The Secret at Shadow Ranch is the fifth volume in the Nancy Drew Mystery Stories series. It was first published in 1931 under the pseudonym Carolyn Keene, and was ghostwritten by Mildred Wirt Benson. This book, as of 2001, ranks 50 on the list of All-Time Bestselling Children's Books, according to Publishers Weekly, with 2,347,750 sales since 1931.

==Plot summary - 1931 edition==
This book introduces Nancy's best friends, Elizabeth "Bess" Marvin and George Fayne, complete opposites. George is a brave, sporty tomboy, while Bess is a girly, shopping, scaredycat. One of Bess and George's cousins, Alice Regor, traveled with Nancy to their Aunt and Uncle's ranch in Arizona where the cousins' aunt attempts to keep up a ranch she received as payment of a debt. Nancy reunites Alice with her long-lost artist father, who is suffering from amnesia. She also uncovers the mystery behind why an old mountain woman is guardian of a beautiful young girl, all the while enjoying mountain life, including horseback riding, a flash flood, being lost in the mountains overnight, and a dangerous mountain lion.

==1965 revision==
Nancy travels with her friends Bess and George to Shadow Ranch, near Phoenix, Arizona. The ranch is in danger of being shut down, and is threatened by a phantom horse that seems to bring destruction with it each time it appears. The girls soon become friends with the young ranch hands who help them. The discovery of a pocket watch with a hidden message about a green bottle and a pastel painting are her clues to find the lost treasure of Dirk Valentine. These clues lead her to an ancient Indian dwelling, a prisoner, a chest of gold hearts, a gang of thieves, and a lot of danger. The revised book had the title changed to "of" instead of "at," and doesn't expand the biographies of the cousins significantly. Whereas the ranch is depicted as somewhat slow, and a young doctor is interested in Nancy, the revision sees them involved in resort-town activities with men near their age.

==Artwork==
Russell H. Tandy illustrated the original dust jacket and internal illustrations, and the frontispiece. In 1950, Bill Gillies revised the cover art, which featured Nancy on a rearing horse. The art was revised for the new story in 1965, this time by Rudy Nappi, and featuring the phantom horse.

== Continuity error ==
Though Ned Nickerson is mentioned in passing in this book as being in Europe, Nancy does not actually meet Ned until two books later, The Clue in the Diary, #7. The mistake was made when this title was revised. In the revised text, Nancy is said to be knitting a sweater for Ned, identified as her boyfriend, in the first chapter. George references the sweater and Ned again in the final chapter. Since Nancy has not yet met Ned in the series, this error was corrected in subsequent printings in the first chapter, substituting Ned with her father, Carson Drew. The last chapter still mentioned Ned as the one who would receive the sweater. Many printings later, George's remark in the last chapter was changed from "Ned" to "your dad" when she mentions the sweater Nancy is knitting.
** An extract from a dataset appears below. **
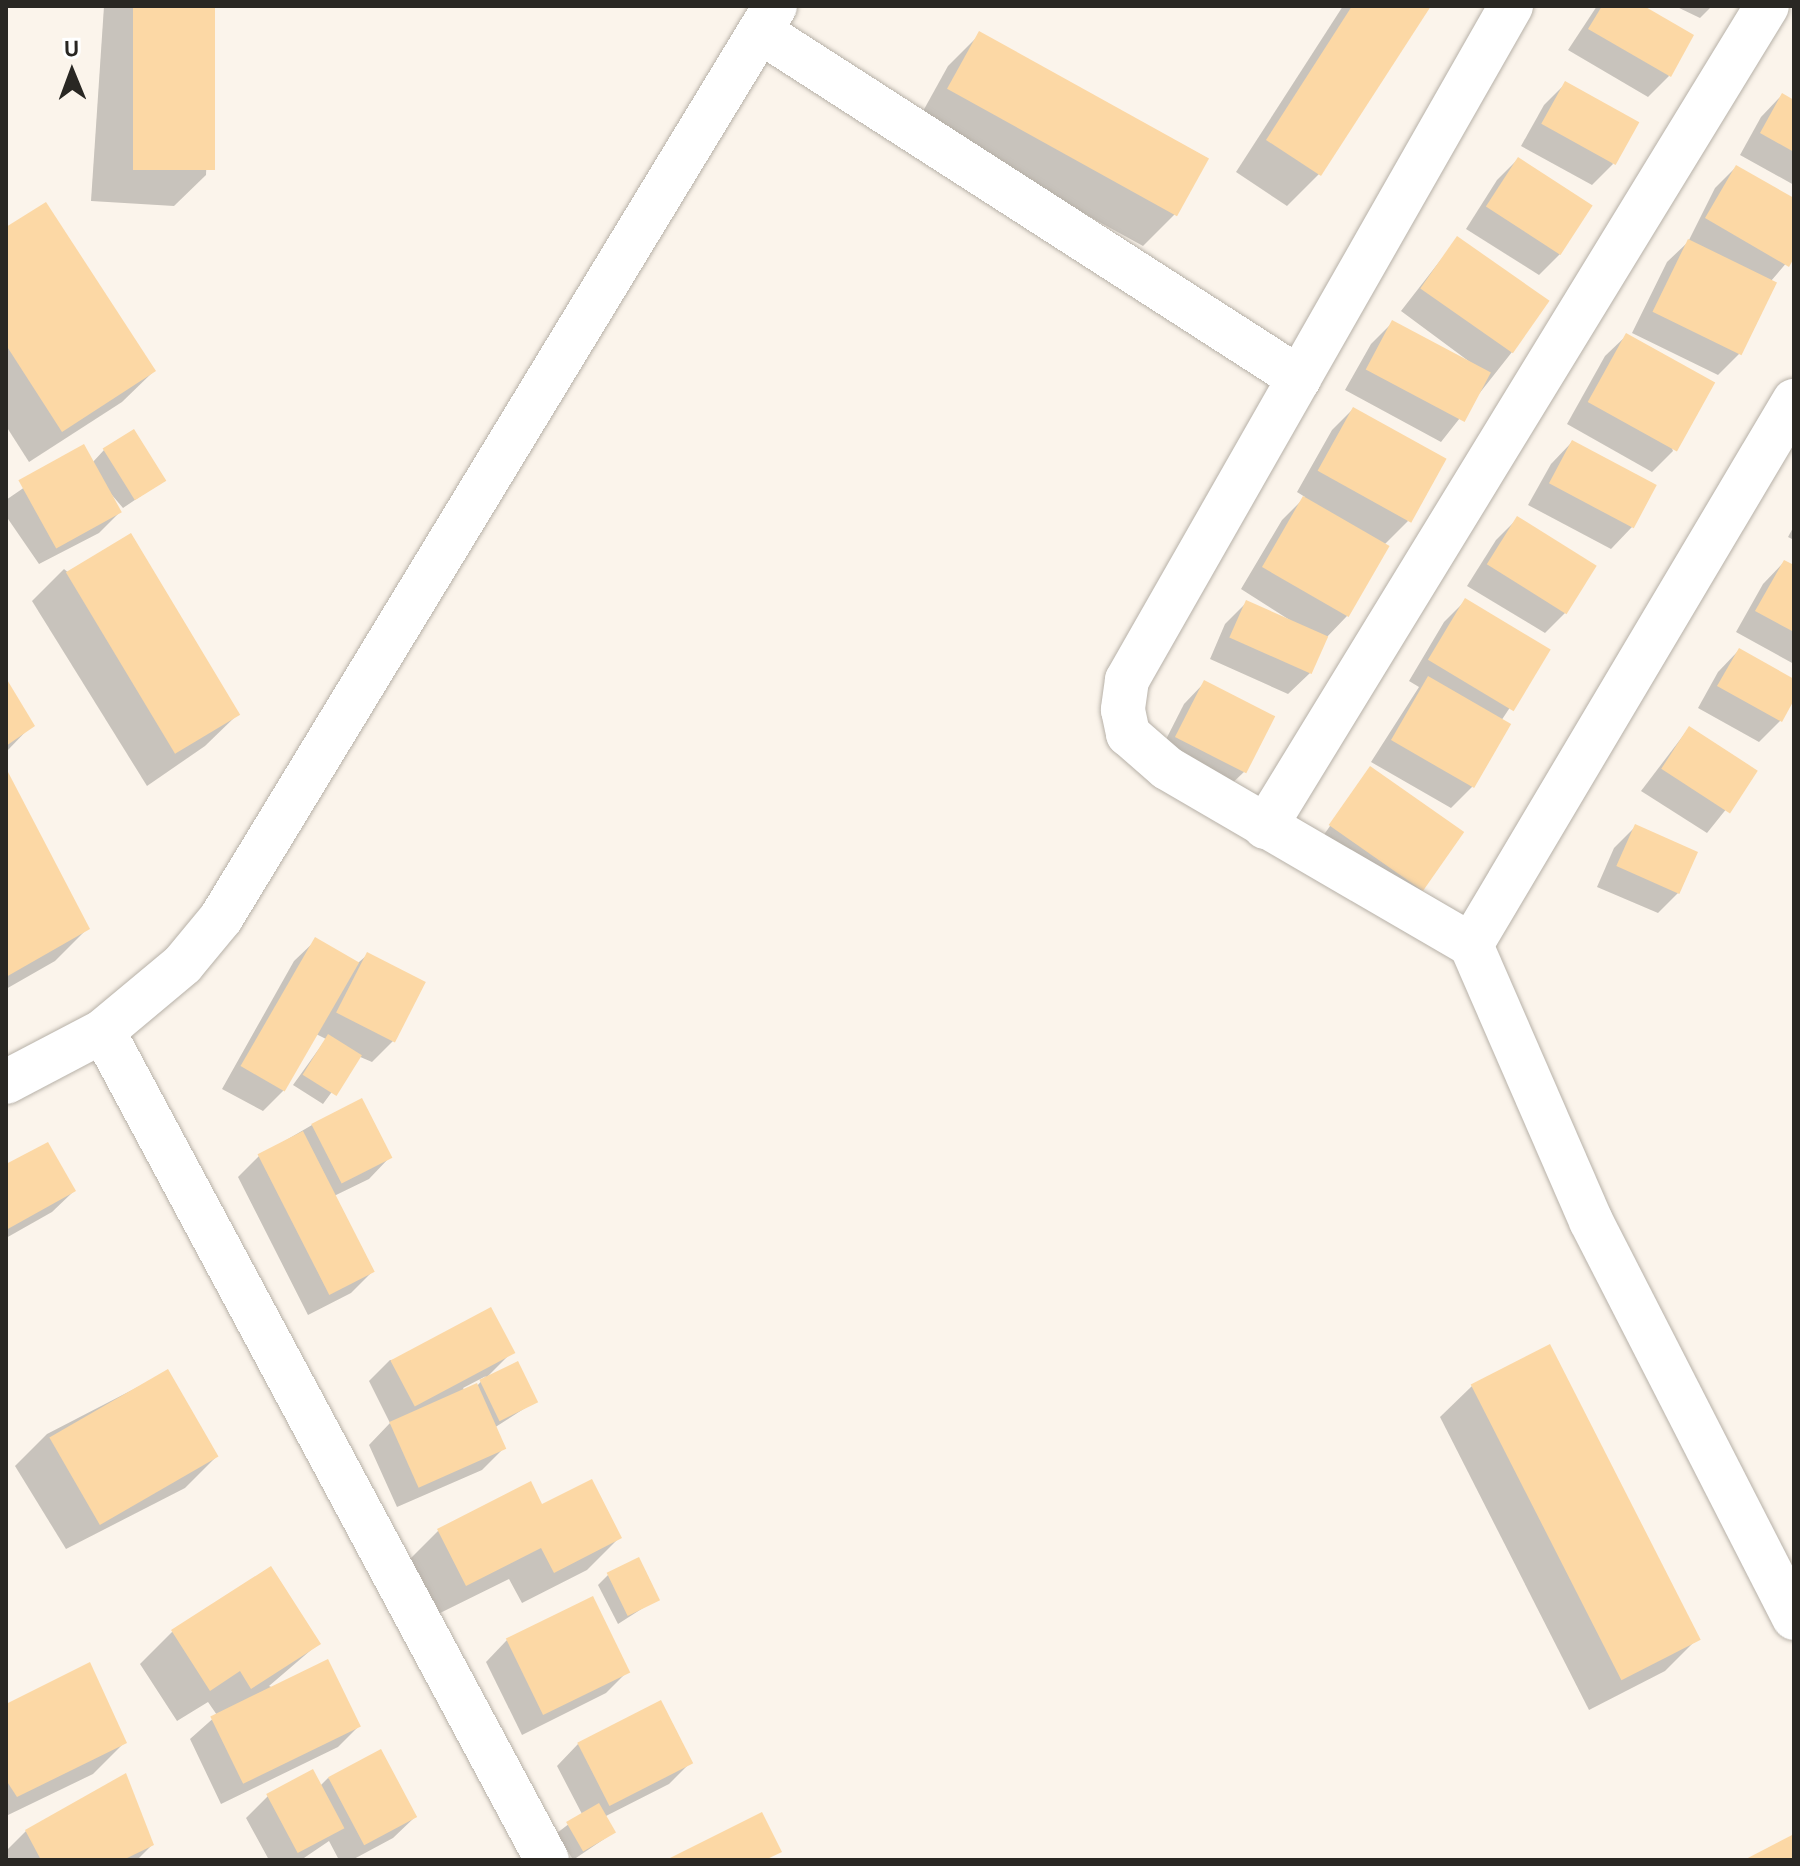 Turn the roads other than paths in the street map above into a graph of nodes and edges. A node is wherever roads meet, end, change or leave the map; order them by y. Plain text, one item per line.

However, Ned is still mentioned in this book as being in Europe (page 111), but the reader is not given any explanation about who Ned actually is since the opening and closing chapters no longer mention his name.

== Adaptation ==
The tenth installment in the Nancy Drew point-and-click adventure game series by Her Interactive, named Nancy Drew: The Secret of Shadow Ranch, is based on the novel.

A mobile version for iPad, iPhone, and iPod Touch was also released under the Mobile Mysteries label.